Task statement:
Scan the listing and copy each line where the word "water" is present.

====

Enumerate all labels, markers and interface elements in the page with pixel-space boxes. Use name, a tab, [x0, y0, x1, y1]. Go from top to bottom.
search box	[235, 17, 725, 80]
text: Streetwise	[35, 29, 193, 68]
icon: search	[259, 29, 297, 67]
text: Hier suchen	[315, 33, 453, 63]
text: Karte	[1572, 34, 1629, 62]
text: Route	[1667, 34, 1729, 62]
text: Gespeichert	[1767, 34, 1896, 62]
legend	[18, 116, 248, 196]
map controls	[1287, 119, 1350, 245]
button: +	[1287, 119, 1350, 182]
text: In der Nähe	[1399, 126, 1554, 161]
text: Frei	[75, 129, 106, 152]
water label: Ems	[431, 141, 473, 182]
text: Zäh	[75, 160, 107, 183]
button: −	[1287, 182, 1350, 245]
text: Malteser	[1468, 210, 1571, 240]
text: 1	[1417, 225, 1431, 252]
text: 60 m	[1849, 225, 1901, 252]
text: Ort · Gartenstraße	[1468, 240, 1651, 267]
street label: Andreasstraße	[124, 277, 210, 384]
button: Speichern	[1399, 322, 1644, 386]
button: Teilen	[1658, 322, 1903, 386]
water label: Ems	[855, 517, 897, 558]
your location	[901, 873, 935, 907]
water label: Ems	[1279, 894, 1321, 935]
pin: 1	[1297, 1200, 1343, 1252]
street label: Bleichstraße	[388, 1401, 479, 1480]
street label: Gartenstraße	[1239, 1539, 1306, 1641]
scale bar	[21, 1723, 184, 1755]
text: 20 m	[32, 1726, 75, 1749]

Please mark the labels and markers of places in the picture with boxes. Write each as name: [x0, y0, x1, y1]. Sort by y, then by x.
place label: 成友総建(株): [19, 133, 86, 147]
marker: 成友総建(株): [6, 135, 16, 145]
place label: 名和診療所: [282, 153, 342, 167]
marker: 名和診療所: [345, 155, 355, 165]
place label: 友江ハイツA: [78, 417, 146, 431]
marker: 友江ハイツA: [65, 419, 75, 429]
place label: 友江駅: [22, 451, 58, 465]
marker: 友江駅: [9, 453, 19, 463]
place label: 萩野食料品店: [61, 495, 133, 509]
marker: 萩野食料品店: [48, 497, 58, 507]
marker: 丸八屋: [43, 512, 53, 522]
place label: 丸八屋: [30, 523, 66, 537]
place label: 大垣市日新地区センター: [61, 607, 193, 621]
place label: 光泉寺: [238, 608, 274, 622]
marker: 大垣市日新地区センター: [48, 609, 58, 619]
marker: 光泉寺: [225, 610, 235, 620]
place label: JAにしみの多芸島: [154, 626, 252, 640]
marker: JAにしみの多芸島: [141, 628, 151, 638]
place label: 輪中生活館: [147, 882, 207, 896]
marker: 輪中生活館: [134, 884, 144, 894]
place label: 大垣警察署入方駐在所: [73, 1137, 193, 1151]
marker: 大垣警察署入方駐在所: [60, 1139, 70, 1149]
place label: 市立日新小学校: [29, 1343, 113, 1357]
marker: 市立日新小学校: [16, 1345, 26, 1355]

====

Task solution:
water label: Ems	[431, 141, 473, 182]
water label: Ems	[855, 517, 897, 558]
water label: Ems	[1279, 894, 1321, 935]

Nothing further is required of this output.